L’homme qui ne disait jamais non (Olivier Balez – Didier Tronchet – Editions Futuropolis)
Violette est une hôtesse de l’air pas comme les autres. Dans l’avion, au lieu de se contenter de servir les plateaux repas, elle étudie minutieusement le visage et l’attitude des passagers afin de repérer d’éventuels comportements suspects. Normal: son rêve est de devenir « profiler », du nom de ces professionnels engagés par les aéroports et les compagnies aériennes pour tenter de démasquer les possibles terroristes. Dans le vol Air France qui la ramène à Lyon, Violette ne tarde pas à repérer un passager qui semble totalement désorienté. C’est bien simple: il ne se souvient de rien. Il ne sait pas comment il s’est retrouvé dans cet avion, ni quelle date on est, ni même comment il s’appelle. Il ne se souvient plus non plus du code de sa carte bancaire, ni de l’endroit où il habite. Bref, c’est un parfait amnésique. Pour la pétillante Violette, l’occasion est trop belle: elle décide que ce passager, dont le passeport mentionne le nom d’Etienne Rambert, constitue le sujet idéal pour sa future thèse de psychologie. Elle décide donc de l’aider à retrouver la mémoire, en se rendant avec lui sur le lieu de son travail et dans sa maison, histoire de provoquer chez lui un déclic… qui tarde à se produire. Au passage, elle utilise son dictaphone pour enregistrer ses commentaires quant aux réactions d’Etienne, ce qui donne lieu à des scènes hilarantes, ce dernier n’appréciant que moyennement d’être réduit ainsi à l’état de cas d’école. Mais ce qui était un jeu au début va progressivement se transformer en thriller lorsque Violette et Etienne découvrent qu’avant de perdre la mémoire, celui-ci a sans doute tué sa femme! Alors, qui est vraiment Etienne Rambert? Un fils à papa? Un homme à femmes? Un addict du jeu? Son parcours contient manifestement beaucoup de zones d’ombre. Violette, elle, ne s’en préoccupe pas trop. Elle se rend même avec Etienne jusqu’à Quito, en Equateur, afin de comprendre pourquoi lui-même était venu dans cette ville quelques jours plus tôt. La jeune hôtesse se serait-elle jetée dans la gueule du loup?

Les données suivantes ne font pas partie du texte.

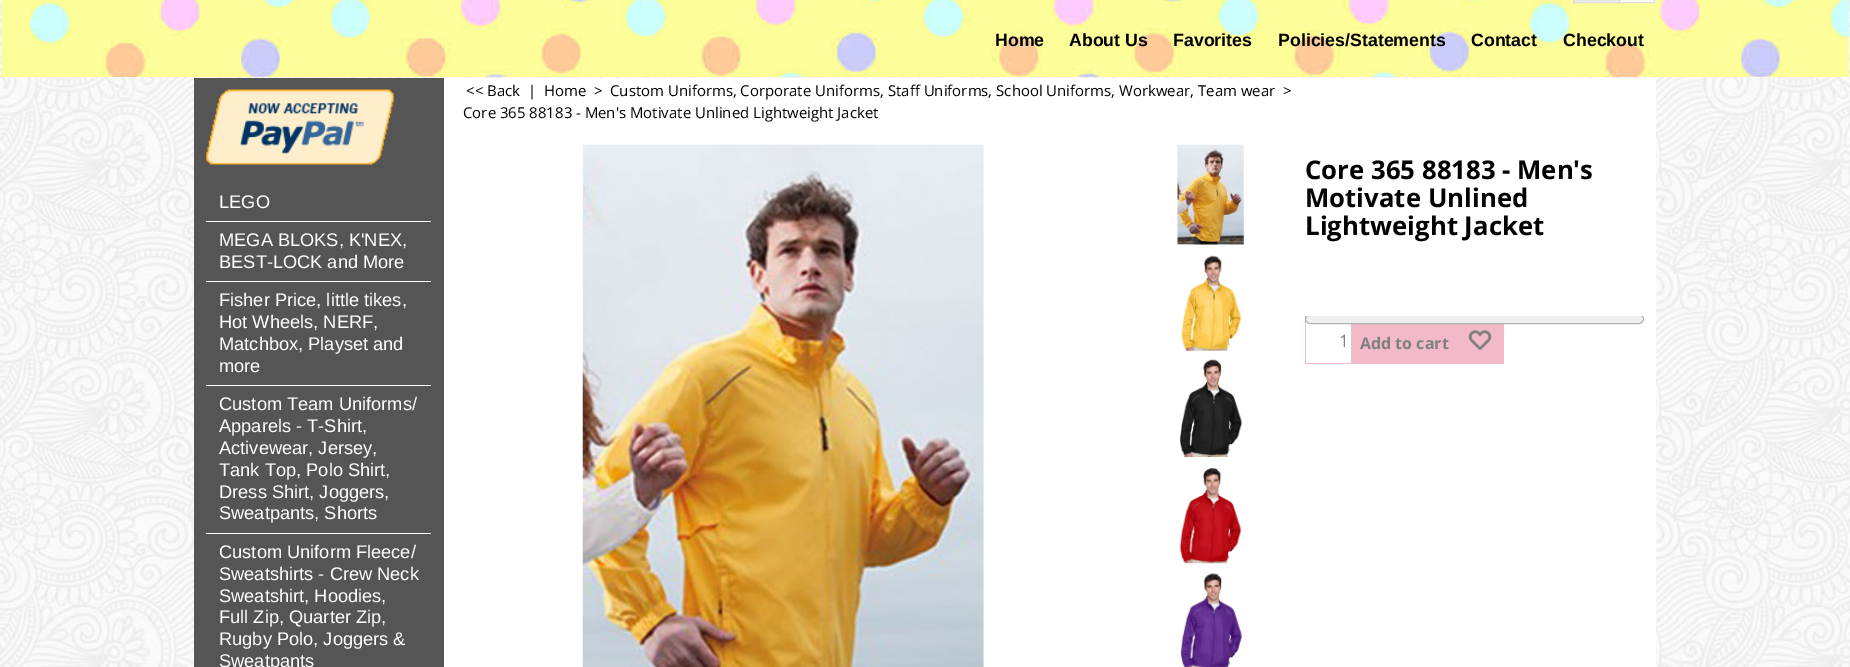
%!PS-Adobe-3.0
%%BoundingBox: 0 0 1850 667
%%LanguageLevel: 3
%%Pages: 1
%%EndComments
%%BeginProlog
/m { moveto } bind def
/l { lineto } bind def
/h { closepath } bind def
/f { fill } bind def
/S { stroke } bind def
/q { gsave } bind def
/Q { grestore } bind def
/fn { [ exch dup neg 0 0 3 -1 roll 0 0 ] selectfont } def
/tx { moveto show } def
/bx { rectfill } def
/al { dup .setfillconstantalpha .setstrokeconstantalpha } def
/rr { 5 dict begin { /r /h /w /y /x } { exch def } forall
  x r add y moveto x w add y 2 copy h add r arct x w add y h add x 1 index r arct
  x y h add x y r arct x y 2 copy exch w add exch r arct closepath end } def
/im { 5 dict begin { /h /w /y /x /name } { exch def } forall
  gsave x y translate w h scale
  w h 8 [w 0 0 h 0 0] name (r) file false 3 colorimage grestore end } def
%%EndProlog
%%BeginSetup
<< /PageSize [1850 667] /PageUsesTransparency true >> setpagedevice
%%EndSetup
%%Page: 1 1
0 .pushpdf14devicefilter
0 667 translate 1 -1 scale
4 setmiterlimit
1 setgray
0 0 1850 667 bx
(image0.raw) 0 0 1850 667 im
(image1.raw) 1 0 1848 77 im
1620 0 36 3 bx
0.922 setgray
1573.5 -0.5 m 1619.5 -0.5 l 1619.5 2.5 l 1573.5 2.5 l h q f Q
0.871 setgray
S
1619.5 -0.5 35 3 rectstroke
/LiberationSans-Bold 17.75 fn
0 setgray
(Home) 995 46 tx
(About Us) 1069 46 tx
(Favorites) 1173 46 tx
(Policies/Statements) 1278 46 tx
(Contact) 1471 46 tx
(Checkout) 1563 46 tx
1 setgray
444 78 1212 589 bx
0.333 setgray
194 78 250 589 bx
(image2.raw) 206 89 188 76 im
1 setgray
206 221 225 1 bx
/LiberationSans-Regular 18.25 fn
(LEGO) 219 208 tx
206 281 225 1 bx
(MEGA BLOKS, K'NEX,) 219 246 tx
(BEST-LOCK and More) 219 268 tx
206 385 225 1 bx
(Fisher Price, little tikes,) 219 306 tx
(Hot Wheels, NERF,) 219 328 tx
(Matchbox, Playset and) 219 350 tx
(more) 219 372 tx
206 533 225 1 bx
(Custom Team Uniforms/) 219 410 tx
(Apparels - T-Shirt,) 219 432 tx
(Activewear, Jersey,) 219 454 tx
(Tank Top, Polo Shirt,) 219 476 tx
(Dress Shirt, Joggers,) 219 498 tx
(Sweatpants, Shorts) 219 519 tx
(Custom Uniform Fleece/) 219 558 tx
(Sweatshirts - Crew Neck) 219 580 tx
(Sweatshirt, Hoodies,) 219 602 tx
(Full Zip, Quarter Zip,) 219 623 tx
(Rugby Polo, Joggers &) 219 645 tx
(Sweatpants) 219 667 tx
/OpenSans-Regular 14.95 fn
0 setgray
(<< Back) 466 96 tx
(|) 528 96 tx
(Home) 544 96 tx
(>) 594 96 tx
(Custom Uniforms, Corporate Uniforms, Staff Uniforms, School Uniforms, Workwear, Team wear) 610 96 tx
(>) 1283 96 tx
(Core 365 88183 - Men's Motivate Unlined Lightweight Jacket) 463 118 tx
(image3.raw) 582 144 402 523 im
(image4.raw) 1177 144 67 101 im
(image5.raw) 1181 255 61 96 im
(image6.raw) 1180 359 63 98 im
(image7.raw) 1179 468 63 96 im
(image8.raw) 1180 573 62 94 im
/OpenSans-Bold 25.75 fn
(Core 365 88183 - Men's) 1305 179 tx
(Motivate Unlined) 1305 207 tx
(Lightweight Jacket) 1305 235 tx
0.894 0.455 0.565 setrgbcolor
1305 316 48 48 bx
1 setgray
1306 322 45 41 bx
/OpenSans-Regular 17 fn
0 setgray
(1) 1339 347 tx
0.894 0.455 0.565 setrgbcolor
1353 324 151 40 bx
/OpenSans-Bold 16 fn
0 setgray
(Add to cart) 1360 349 tx
(image9.raw) 1468 330 24 20 im
0.5 al
1 setgray
1305 316 199 48 bx
q
1305 316 339 48 rectclip
1 al
0.937 setgray
1305.5 314.5 338 9 4.5 rr q f Q
0.698 setgray
S
Q
.poppdf14devicefilter showpage
%%EOF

Avec « L’homme qui ne disait jamais non », le scénariste Didier Tronchet et le dessinateur Olivier Balez signent un roman graphique plein de fantaisie et de rebondissements, qui tient le lecteur en haleine du début à la fin par rapport à ce qui s’est réellement passé avant qu’Etienne Rambert ne perde la mémoire. Reconnaissons-le: l’histoire imaginée par Trochet n’est pas particulièrement originale. Tout le monde sait que les amnésiques sont l’une des armes favorites de très nombreux scénaristes. Mais ce qui fait la force de cette histoire-ci, c’est l’énergie qui s’en dégage. L’enthousiasme de Violette à vouloir à tout prix résoudre le mystère de cet amnésique se révèle ainsi particulièrement communicatif, tandis qu’à l’inverse, le côté gauche et un peu passif d’Etienne donne une dimension clairement comique au récit. Les dialogues aussi sont savoureux, alors que le dessin très expressif de Balez met en valeur les réactions des différents personnages. Mention spéciale à la séquence finale, qui se déroule dans les rues de Quito durant le carnaval. C’est dans ces pages que le trait d’Olivier Balez s’exprime le mieux, Violette faisant d’ailleurs remarquer au moment où elle se trouve près d’une énorme statue d’ange surplombant la ville que « c’est typiquement un lieu de rendez-vous d’espions dans un film noir ». Au final, « L’homme qui ne disait jamais non » n’est peut-être pas une BD inoubliable (logique pour une BD sur l’amnésie), mais c’est un excellent divertissement, qui procure un réel plaisir de lecture. Et à ça, on ne dit jamais non!